- **BRIEF**
Your answer is a copy of every line in the records where "that" appears.

(Dataset entries)

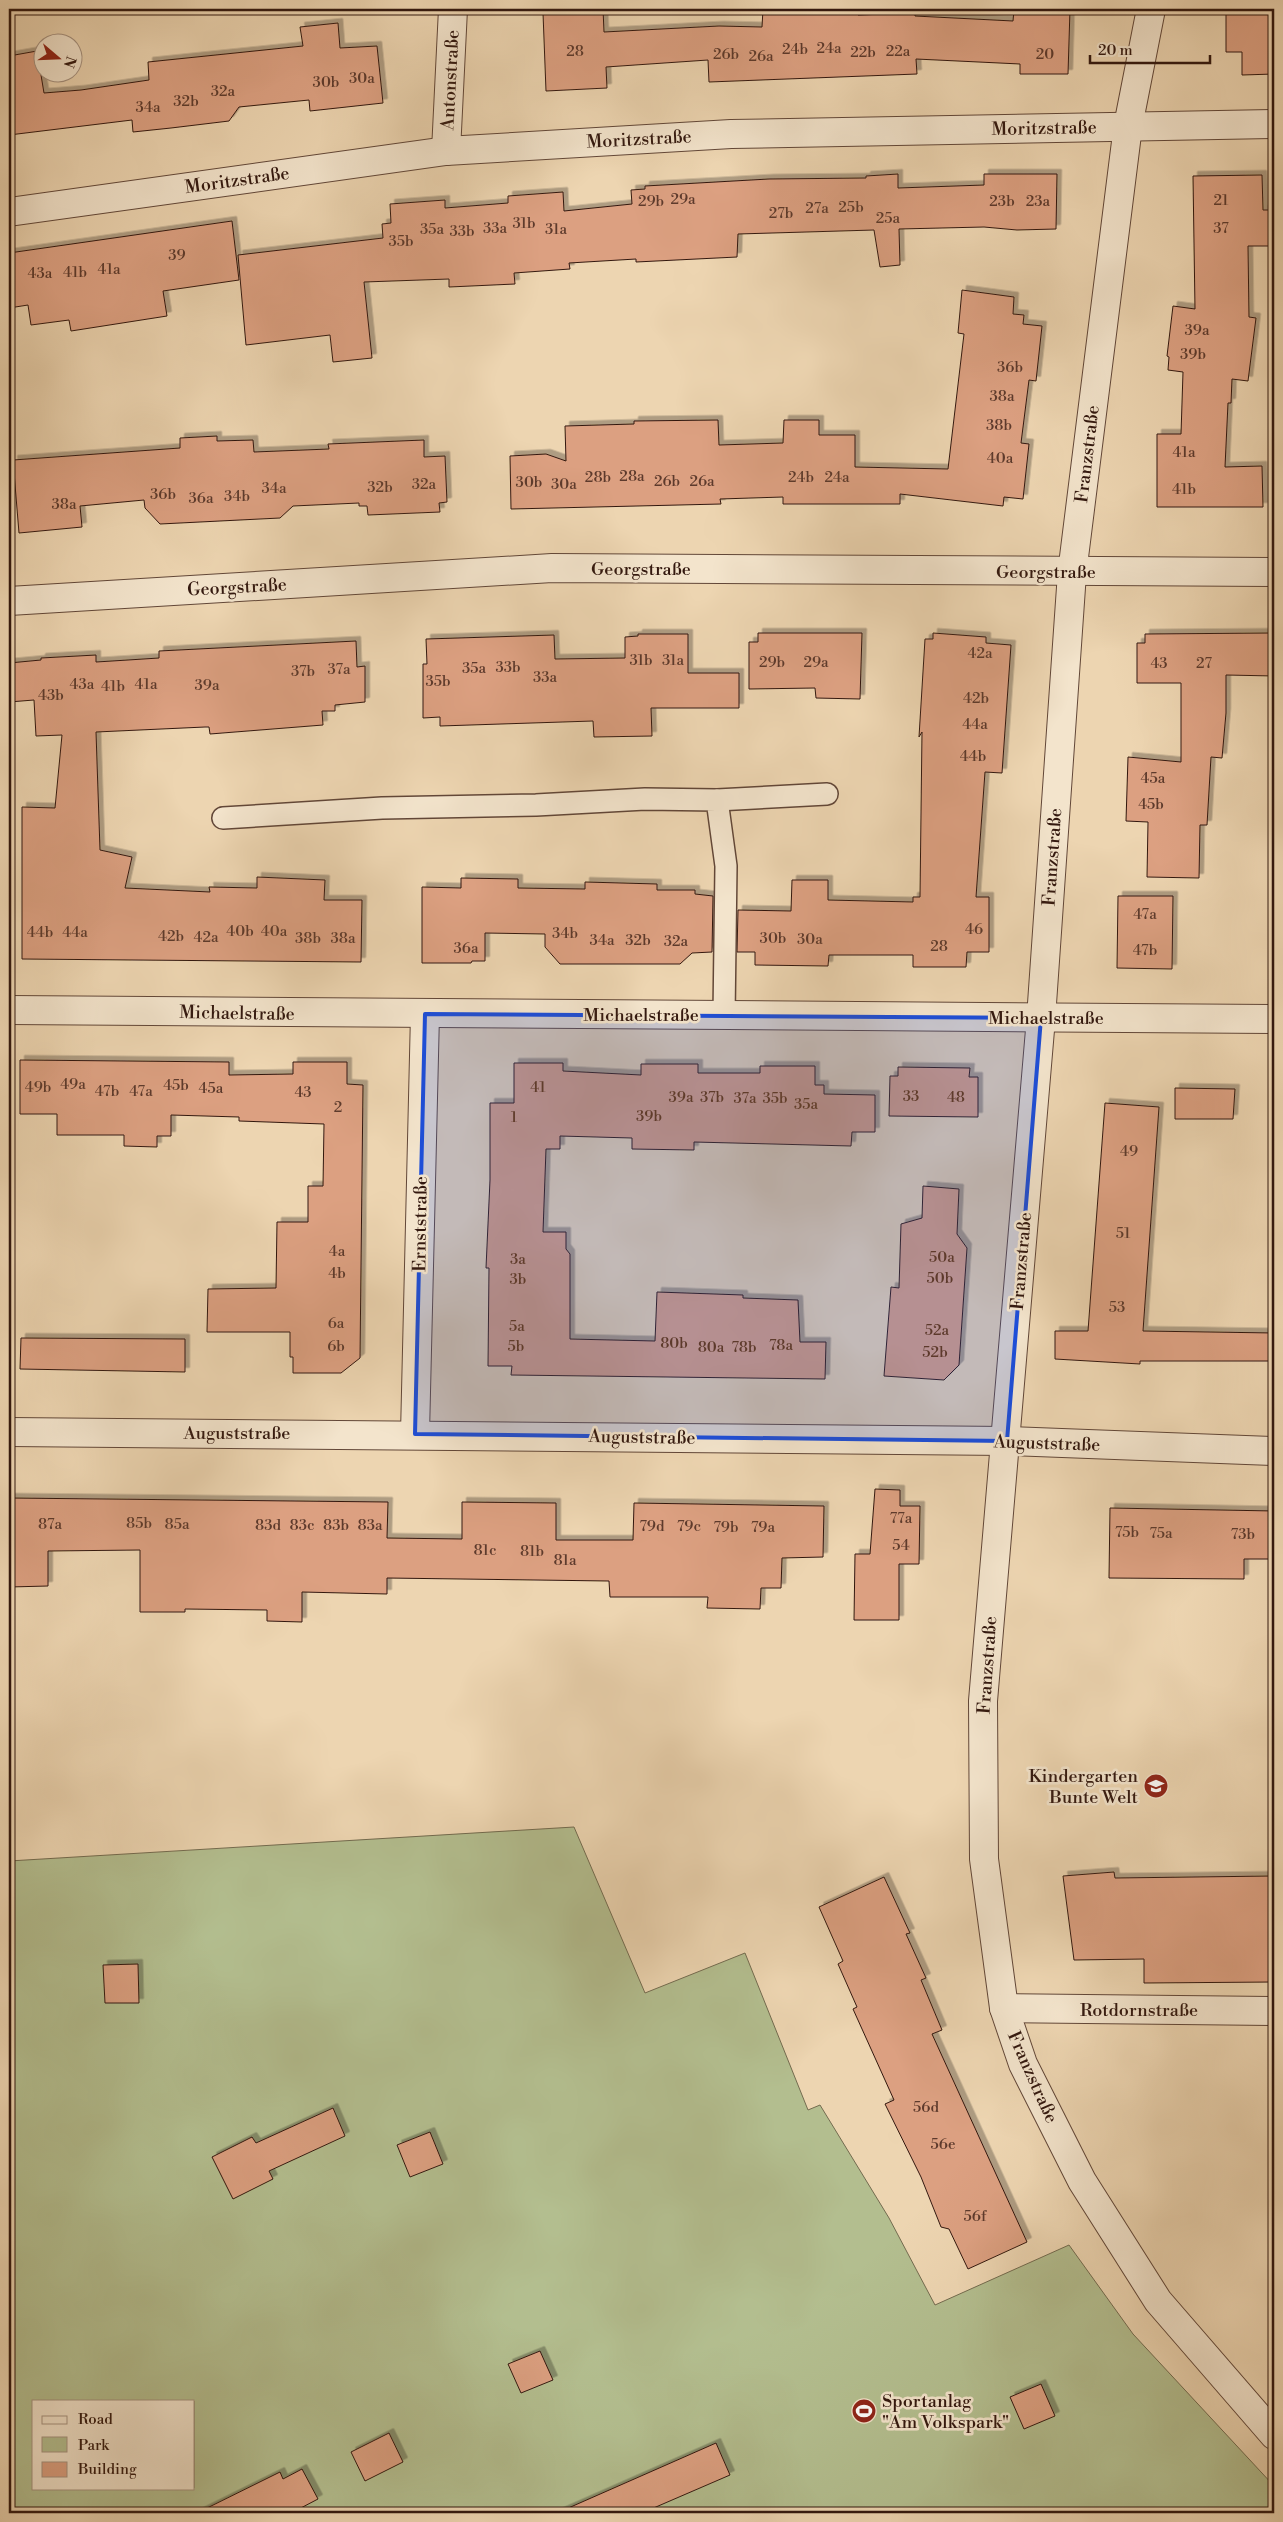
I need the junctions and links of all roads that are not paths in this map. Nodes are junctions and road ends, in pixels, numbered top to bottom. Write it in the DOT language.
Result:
graph roads {
  1 [pos="454,9"];
  2 [pos="1151,9"];
  3 [pos="1274,124"];
  4 [pos="1128,126"];
  5 [pos="446,151"];
  6 [pos="9,212"];
  7 [pos="1072,572"];
  8 [pos="1274,572"];
  9 [pos="9,601"];
  10 [pos="827,794"];
  11 [pos="717,800"];
  12 [pos="223,818"];
  13 [pos="9,1010"];
  14 [pos="424,1014"];
  15 [pos="724,1016"];
  16 [pos="1041,1018"];
  17 [pos="1274,1019"];
  18 [pos="9,1432"];
  19 [pos="415,1434"];
  20 [pos="1007,1442"];
  21 [pos="1274,1451"];
  22 [pos="1004,2008"];
  23 [pos="1274,2011"];
  24 [pos="1274,2435"];
  1 -- 5 [label="street, Antonstraße"];
  2 -- 4 [label="street, Franzstraße"];
  3 -- 4 [label="street, Moritzstraße"];
  4 -- 5 [label="street, Moritzstraße"];
  4 -- 7 [label="street, Franzstraße"];
  5 -- 6 [label="street, Moritzstraße"];
  7 -- 8 [label="street, Georgstraße"];
  7 -- 9 [label="street, Georgstraße"];
  7 -- 16 [label="street, Franzstraße"];
  10 -- 11 [label="lane"];
  11 -- 12 [label="lane"];
  11 -- 15 [label="lane"];
  13 -- 14 [label="street, Michaelstraße"];
  14 -- 15 [label="street, Michaelstraße"];
  14 -- 19 [label="street, Ernststraße"];
  15 -- 16 [label="street, Michaelstraße"];
  16 -- 17 [label="street, Michaelstraße"];
  16 -- 20 [label="street, Franzstraße"];
  18 -- 19 [label="street, Auguststraße"];
  19 -- 20 [label="street, Auguststraße"];
  20 -- 21 [label="street, Auguststraße"];
  20 -- 22 [label="street, Franzstraße"];
  22 -- 23 [label="street, Rotdornstraße"];
  22 -- 24 [label="street, Franzstraße"];
}
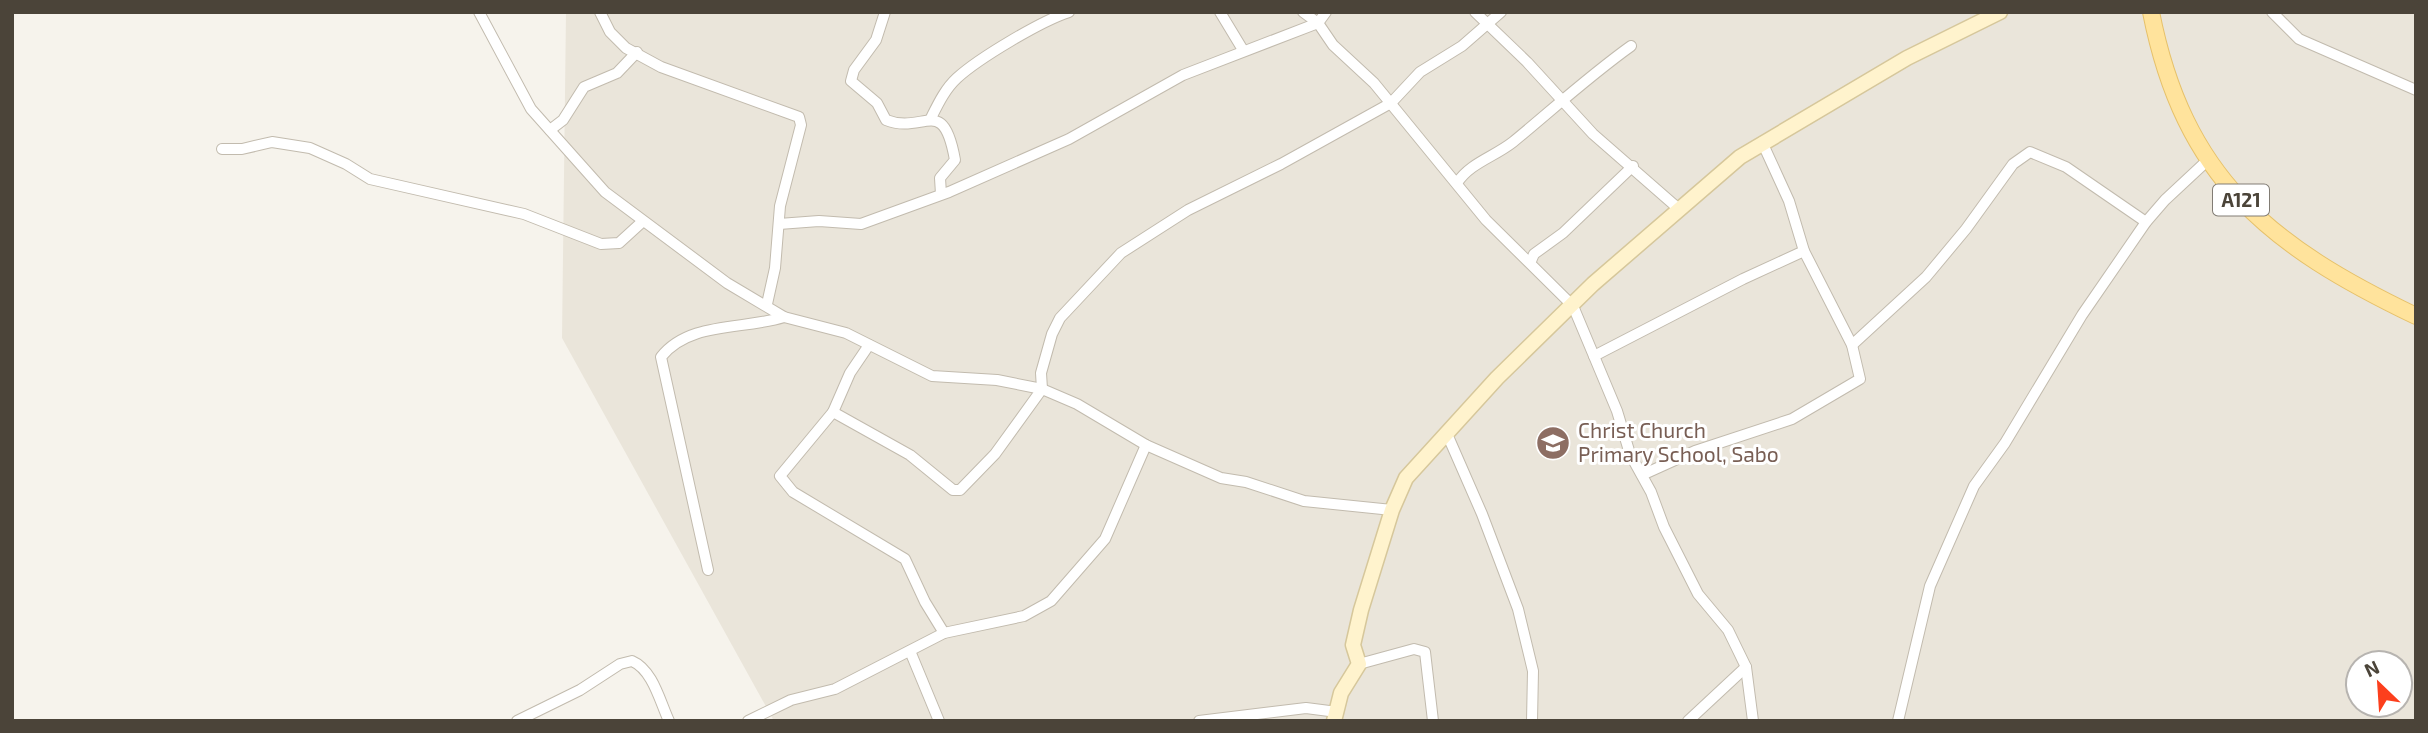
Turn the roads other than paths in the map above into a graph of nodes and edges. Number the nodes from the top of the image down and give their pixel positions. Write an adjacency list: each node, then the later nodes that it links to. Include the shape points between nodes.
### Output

- **ANSWER TO THIS EXERCISE**
I need the junctions and links of all roads that are not paths in this map. Nodes are junctions and road ends, in pixels, numbered top to bottom. Write it in the DOT language.
Turn the roads other than paths in the map above into a graph of nodes and edges. Number the nodes from the top of the image down and give their pixel positions. Write an adjacency list: each node, then the later nodes that it links to. Include the shape points between nodes.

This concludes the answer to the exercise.